"The future ain't what it used to be."



Ok, I have been reading posts all morning about or relating to John Titor, and I have some questions that keep nagging me that I have not yet found answers for in my searches.
1. In one of his posts John gives a basic description of the worldlines relating to time travel. He says that he starts from his worldline (A) in 2036, and then jumps to another worldline (B) in 1975 with a 2% divergence. By being on worldline (B) in 1975 he creates worldline(C), and then decides to jump forward to 2000 on worldline(C) which by him being there creates worldline (D).

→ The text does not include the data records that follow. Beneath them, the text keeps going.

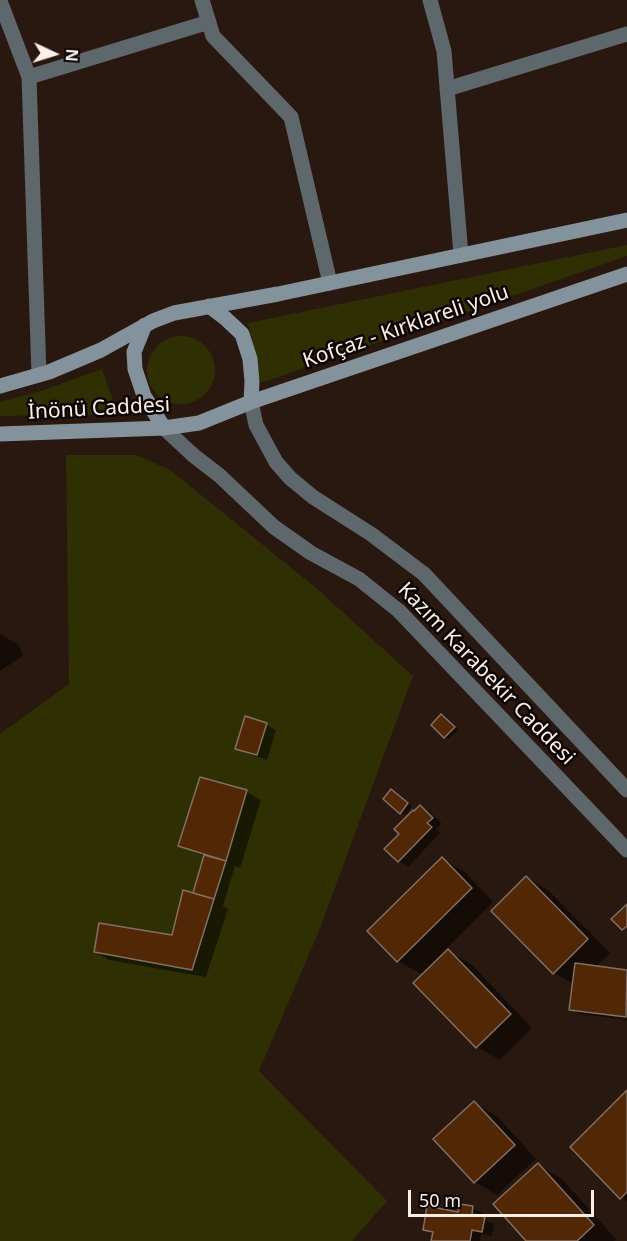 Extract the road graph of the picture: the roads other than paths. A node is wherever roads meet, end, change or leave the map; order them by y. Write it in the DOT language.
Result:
graph roads {
  1 [pos="202,0"];
  2 [pos="430,0"];
  3 [pos="0,1"];
  4 [pos="209,22"];
  5 [pos="627,34"];
  6 [pos="29,77"];
  7 [pos="447,89"];
  8 [pos="627,220"];
  9 [pos="461,255"];
  10 [pos="627,274"];
  11 [pos="330,283"];
  12 [pos="209,306"];
  13 [pos="145,325"];
  14 [pos="39,375"];
  15 [pos="0,386"];
  16 [pos="251,402"];
  17 [pos="199,423"];
  18 [pos="164,428"];
  19 [pos="0,434"];
  20 [pos="627,790"];
  21 [pos="627,850"];
  1 -- 4 [label="street"];
  2 -- 7 [label="street"];
  3 -- 6 [label="street"];
  4 -- 6 [label="street"];
  4 -- 11 [label="street"];
  5 -- 7 [label="street"];
  6 -- 14 [label="street"];
  7 -- 9 [label="street"];
  8 -- 9 [label="main road"];
  9 -- 11 [label="main road"];
  10 -- 16 [label="main road, Kofçaz - Kırklareli yolu"];
  11 -- 12 [label="main road"];
  12 -- 13 [label="main road, İnönü Caddesi"];
  12 -- 16 [label="main road"];
  13 -- 14 [label="main road, İnönü Caddesi"];
  13 -- 18 [label="main road"];
  14 -- 15 [label="main road, İnönü Caddesi"];
  16 -- 17 [label="main road, Kofçaz - Kırklareli yolu"];
  16 -- 20 [label="street, Kazım Karabekir Caddesi"];
  17 -- 18 [label="main road, İnönü Caddesi"];
  18 -- 19 [label="main road, İnönü Caddesi"];
  18 -- 21 [label="street, Kazım Karabekir Caddesi"];
} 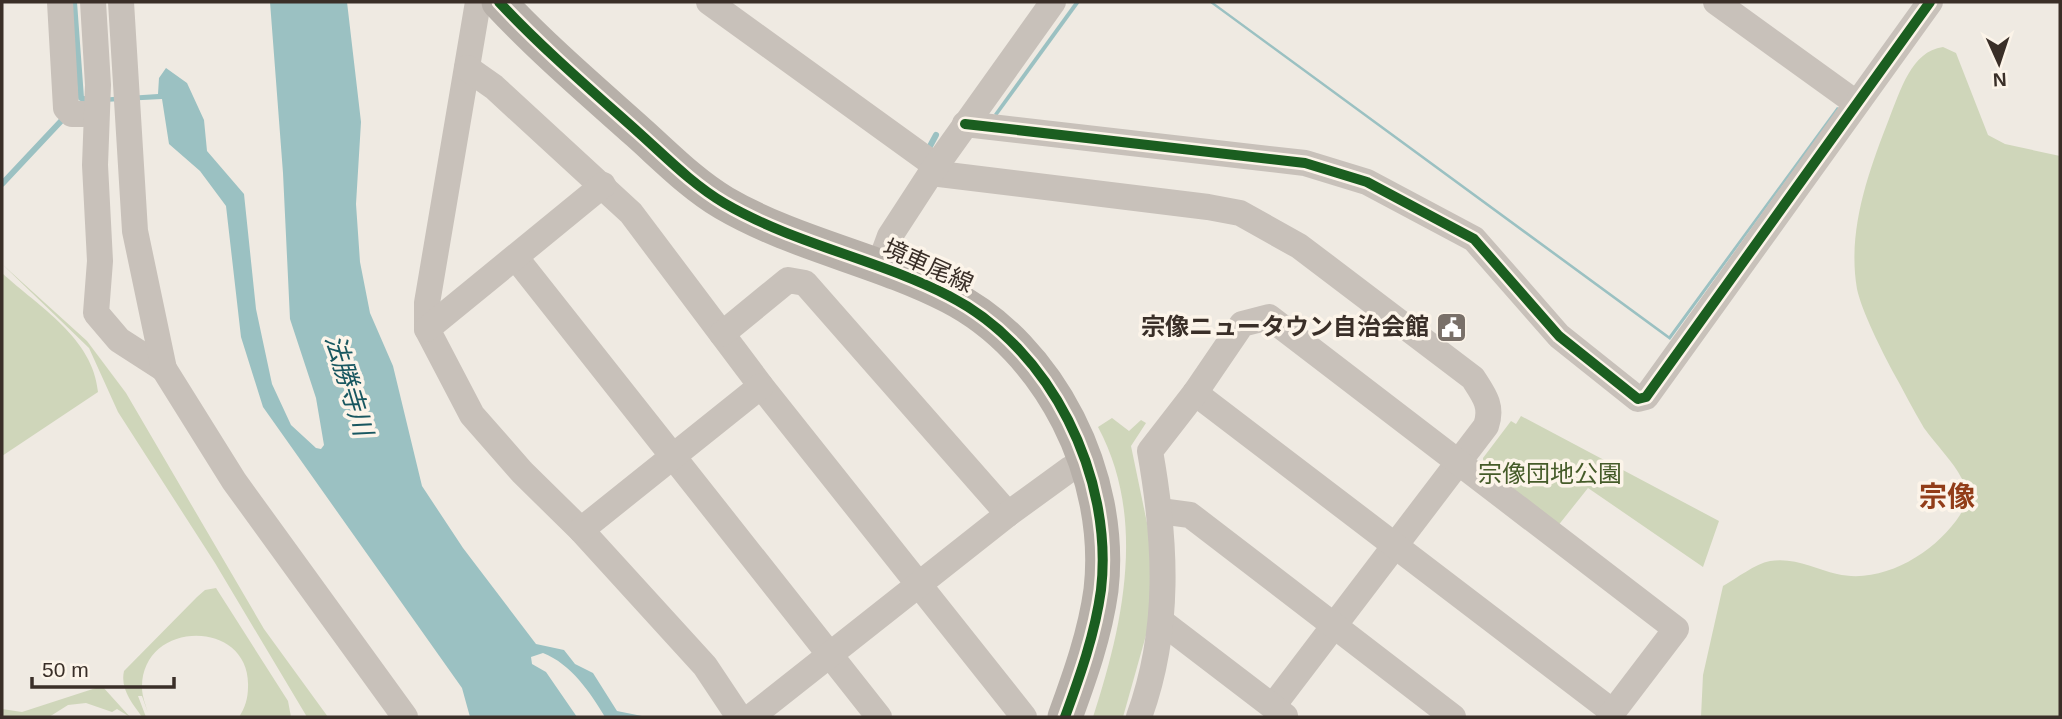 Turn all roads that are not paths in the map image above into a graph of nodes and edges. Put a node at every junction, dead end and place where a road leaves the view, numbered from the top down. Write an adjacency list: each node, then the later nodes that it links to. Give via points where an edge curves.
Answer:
1 (60, 2): 12 (street, via 66,108 72,114)
2 (93, 2): 12 (street)
3 (121, 2): 20 (street, via 135,231)
4 (478, 2): 10 (street)
5 (499, 2): 17 (main road, 境車尾線, via 708,192 764,223)
6 (709, 2): 14 (street)
7 (1053, 2): 13 (street)
8 (1716, 2): 11 (street)
9 (1930, 2): 11 (street)
10 (467, 68): 15 (street); 18 (street, via 427,303)
11 (1856, 103): 13 (street, via 1646,397 1638,399 1559,336 1474,239 1367,182 1305,163)
12 (93, 105): 20 (street, via 100,261 96,313 119,340)
13 (965, 124): 14 (street)
14 (933, 169): 17 (street, via 890,236); 25 (street, via 1209,207 1262,225 1298,246 1473,378 1490,413)
15 (603, 185): 16 (street); 19 (street, via 631,213)
16 (516, 258): 18 (street); 23 (street)
17 (879, 265): 24 (main road, 境車尾線, via 967,306 1015,344 1062,406)
18 (427, 329): 28 (street, via 472,415)
19 (722, 334): 21 (street); 27 (street, via 788,280 805,283)
20 (164, 369): 36 (street, via 234,481)
21 (761, 386): 23 (street); 30 (street)
22 (1195, 393): 25 (street, via 1242,324 1269,317); 26 (street, via 1150,451); 29 (street)
23 (672, 456): 28 (street); 33 (street)
24 (1085, 463): 27 (street); 41 (main road, 境車尾線, via 1098,514 1101,588 1084,665)
25 (1459, 464): 29 (street); 35 (street, via 1676,629)
26 (1160, 511): 31 (street); 32 (street, via 1191,515)
27 (1008, 514): 30 (street)
28 (580, 530): 37 (street, via 705,666)
29 (1396, 547): 32 (street); 35 (street)
30 (919, 584): 33 (street); 40 (street)
31 (1163, 622): 34 (street); 42 (street)
32 (1335, 626): 34 (street); 43 (street)
33 (831, 655): 38 (street); 39 (street)
34 (1280, 712)
35 (1611, 715)
36 (405, 717)
37 (739, 717)
38 (751, 717)
39 (879, 717)
40 (1024, 717)
41 (1065, 717)
42 (1139, 717)
43 (1453, 717)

Are we to assume that worldline (B) already existed?
If worldline (B) already existed and John was from worldline (A) isn't his past/future different from ours?
If his 'fix' in 1975 occurred on worldline (C) how does that help his future on worldline (A)?
If worldline (D) didn't exist before he got here, did his arrival in 2000 cause everyone's worldlines to split (C&D)?
If every event spawned a new worldline, wouldn't some worldline start to intersect? What happens then?
He says that if he were to go forward on (D) to 2036 it would not be 'his' 2036, so how does he know about future events on our worldline (D)?

I am genuinely interested in all this, so please go easy on me, if these seem like dumb questions. Thanks
Probably the best way to think about it is that there is a "density" of universes.

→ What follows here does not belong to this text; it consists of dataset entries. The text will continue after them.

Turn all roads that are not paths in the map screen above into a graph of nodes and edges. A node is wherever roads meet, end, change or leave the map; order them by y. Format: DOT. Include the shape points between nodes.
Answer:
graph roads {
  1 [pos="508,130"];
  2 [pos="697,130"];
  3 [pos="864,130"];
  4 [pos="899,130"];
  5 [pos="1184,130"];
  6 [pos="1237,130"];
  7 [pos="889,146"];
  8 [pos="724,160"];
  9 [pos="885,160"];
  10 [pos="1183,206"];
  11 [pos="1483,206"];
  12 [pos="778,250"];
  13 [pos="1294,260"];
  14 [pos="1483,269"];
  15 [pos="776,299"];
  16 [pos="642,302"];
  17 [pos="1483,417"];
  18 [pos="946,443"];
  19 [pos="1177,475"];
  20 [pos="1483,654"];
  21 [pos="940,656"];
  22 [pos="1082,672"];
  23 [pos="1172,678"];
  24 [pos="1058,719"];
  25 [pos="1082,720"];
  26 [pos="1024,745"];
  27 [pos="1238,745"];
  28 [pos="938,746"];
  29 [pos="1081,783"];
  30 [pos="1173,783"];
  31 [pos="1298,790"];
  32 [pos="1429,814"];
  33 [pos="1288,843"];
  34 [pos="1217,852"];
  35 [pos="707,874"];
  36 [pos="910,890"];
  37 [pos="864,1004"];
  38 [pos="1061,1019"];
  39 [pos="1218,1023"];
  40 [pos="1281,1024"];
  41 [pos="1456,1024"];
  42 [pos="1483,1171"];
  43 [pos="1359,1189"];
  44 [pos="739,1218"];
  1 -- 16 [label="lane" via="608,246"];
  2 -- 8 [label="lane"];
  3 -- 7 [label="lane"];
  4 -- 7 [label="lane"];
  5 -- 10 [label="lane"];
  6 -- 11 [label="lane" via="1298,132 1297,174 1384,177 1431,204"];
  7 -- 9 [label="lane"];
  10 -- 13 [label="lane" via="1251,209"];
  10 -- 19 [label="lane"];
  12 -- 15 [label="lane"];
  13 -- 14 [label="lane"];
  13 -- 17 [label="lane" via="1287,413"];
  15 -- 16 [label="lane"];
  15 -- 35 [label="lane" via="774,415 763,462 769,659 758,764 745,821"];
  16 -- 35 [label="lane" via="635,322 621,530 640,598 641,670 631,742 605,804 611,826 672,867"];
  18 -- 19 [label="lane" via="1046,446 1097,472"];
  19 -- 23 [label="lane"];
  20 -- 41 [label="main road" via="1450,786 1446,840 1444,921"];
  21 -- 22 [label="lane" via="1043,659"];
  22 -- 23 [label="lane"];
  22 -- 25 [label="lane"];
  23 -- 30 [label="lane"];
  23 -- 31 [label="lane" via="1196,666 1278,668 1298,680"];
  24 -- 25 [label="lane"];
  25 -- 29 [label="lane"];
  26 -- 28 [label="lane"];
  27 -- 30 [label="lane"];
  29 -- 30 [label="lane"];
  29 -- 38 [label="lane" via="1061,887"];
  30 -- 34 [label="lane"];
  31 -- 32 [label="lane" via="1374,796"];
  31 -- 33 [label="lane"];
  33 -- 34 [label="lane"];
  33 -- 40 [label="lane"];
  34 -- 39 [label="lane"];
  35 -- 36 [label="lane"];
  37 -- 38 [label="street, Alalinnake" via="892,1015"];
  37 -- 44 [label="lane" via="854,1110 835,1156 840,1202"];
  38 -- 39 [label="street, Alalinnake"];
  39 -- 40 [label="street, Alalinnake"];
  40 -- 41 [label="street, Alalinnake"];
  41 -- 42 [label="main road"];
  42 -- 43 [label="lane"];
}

You have to think like probability density functions, not individual countable

There is an infinity of jumpers jumping to an infinity of targets. The probability
of apppearing in any one target point is the probability density.

But anyway this is all real speculative mumbo jumbo.

Personally, I believe there is one universe, the quantum wave function
is physically real and universes do not split upon observations. That
is a fallacy by considering the observer as being classical when all
observers also have to obey the laws of quantum mechanics.

I believe the Heisenberg equation of motion very accurately describes
the evolution of the wave function for all time, and there is
no 'popping' that is outside that time evolution. The popping of the
wave function upon observation is a physical process described
by the Heisenberg equation, and the randomization comes from
lack of knowledge of the quantum phases in the atoms of the
macroscopic observational device. I.e. it is exactly akin
to a roulette wheel: the wheel (phases) spin very rapidly and
so where you have the ball fall in the hole (irreversible interaction) is
practically indeterminate even though the equations of motion
are described by Newton (Heisenberg).

This requires irreversibility and is probably due to interactions
with the thermal bath of the environment which cannot practically
be eliminated. It is still open to me whether there may be tiny
nonlinear terms.

Quantum computers are devices which attempt to minimize this interaction
for as long as possible to make interesting calculations feasible, i.e.
avoid popping the wave function.